To understand why Germany closes its doors, pulls down its blinds, passes laws and makes resolutions, one needs to understand the concept of “Staaträson” which is repeatedly invoked. Staatsräson can be translated as 'state interest' or 'state reason' - or 'national security'. It is the principle that a state must sometimes act in the best interests of its survival and stability, even if this may contradict moral principles or laws. It is about an overriding national interest that prioritizes the existence and sovereignty of the state over other values. Germany uses Staaträson to legitimize decisions regarding its relationship with Israel as part of its post-war reconciliation policy - i.e. the commitment to protect Israel's existence is paramount to political opinion.
The concept of Staatsräson has existed in German political theory for centuries, but its use as an official political principle became more prominent with Angela Merkel's statement in the Knesset in 2008 that “Israel's security is part of Germany's Staatsräson”. This set the tone for a new era in which Staatsräson became a public principle rather than just an underlying doctrine.
A shift?
The day before the resolution was passed, on November 6, the German coalition government fell and new elections will take place in February 2025. Many believe that the only winners in the new elections will be the far-right Alternative for Germany (AfD), where antisemitic voices will have a completely different resonance.
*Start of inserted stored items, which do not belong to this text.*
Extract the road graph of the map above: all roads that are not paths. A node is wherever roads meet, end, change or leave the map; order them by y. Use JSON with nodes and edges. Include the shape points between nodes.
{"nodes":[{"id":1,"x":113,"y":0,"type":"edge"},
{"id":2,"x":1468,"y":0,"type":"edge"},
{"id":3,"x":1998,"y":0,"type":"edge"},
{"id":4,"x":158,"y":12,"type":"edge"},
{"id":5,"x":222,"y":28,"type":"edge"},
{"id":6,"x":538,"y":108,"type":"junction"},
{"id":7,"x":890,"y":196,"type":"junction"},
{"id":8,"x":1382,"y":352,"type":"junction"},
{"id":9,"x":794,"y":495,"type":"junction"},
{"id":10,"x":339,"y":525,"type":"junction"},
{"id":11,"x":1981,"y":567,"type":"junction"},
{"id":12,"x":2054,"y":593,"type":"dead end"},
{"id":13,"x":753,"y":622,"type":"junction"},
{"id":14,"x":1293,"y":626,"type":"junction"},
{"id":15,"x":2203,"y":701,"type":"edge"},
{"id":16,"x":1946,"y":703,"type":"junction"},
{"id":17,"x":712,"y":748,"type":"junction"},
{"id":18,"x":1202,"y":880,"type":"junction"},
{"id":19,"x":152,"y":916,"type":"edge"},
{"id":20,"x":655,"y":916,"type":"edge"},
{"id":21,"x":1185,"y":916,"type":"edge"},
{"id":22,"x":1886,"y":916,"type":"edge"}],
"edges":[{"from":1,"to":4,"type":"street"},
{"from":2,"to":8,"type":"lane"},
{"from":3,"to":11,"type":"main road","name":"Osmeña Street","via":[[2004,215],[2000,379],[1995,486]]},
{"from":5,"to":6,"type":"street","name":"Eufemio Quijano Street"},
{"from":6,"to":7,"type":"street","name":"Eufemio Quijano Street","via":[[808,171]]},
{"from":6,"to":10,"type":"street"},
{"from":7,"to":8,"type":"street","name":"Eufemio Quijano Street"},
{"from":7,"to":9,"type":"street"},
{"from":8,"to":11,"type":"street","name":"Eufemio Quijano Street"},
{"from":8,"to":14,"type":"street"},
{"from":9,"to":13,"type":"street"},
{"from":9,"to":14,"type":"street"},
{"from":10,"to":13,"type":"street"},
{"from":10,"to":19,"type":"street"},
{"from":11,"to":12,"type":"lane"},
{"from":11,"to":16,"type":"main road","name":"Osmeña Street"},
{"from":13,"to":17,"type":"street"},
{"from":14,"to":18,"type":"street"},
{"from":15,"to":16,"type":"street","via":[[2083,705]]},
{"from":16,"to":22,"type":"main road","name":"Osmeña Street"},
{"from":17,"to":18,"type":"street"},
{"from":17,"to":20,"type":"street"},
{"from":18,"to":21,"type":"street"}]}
That's why Nan Goldin's opening speech becomes a symbol of faint hope, echoing Marlene Diedrich's song “Ich hab' noch einen Koffer in Berlin”. Dietrich sang from her exile after criticizing the Nazis, putting her finger on a nostalgic sense of belonging and a hope of returning that many 'sorted out' individuals exiled from Germany could relate to. It was a reminder of the city's role as a cultural center before the war and became a symbol of longing, identity and reconciliation in a time of division and change. Is Germany's staaträson complicit in today's genocide? And can Germany's evolution towards an authoritarian police state be derailed, delayed or prevented?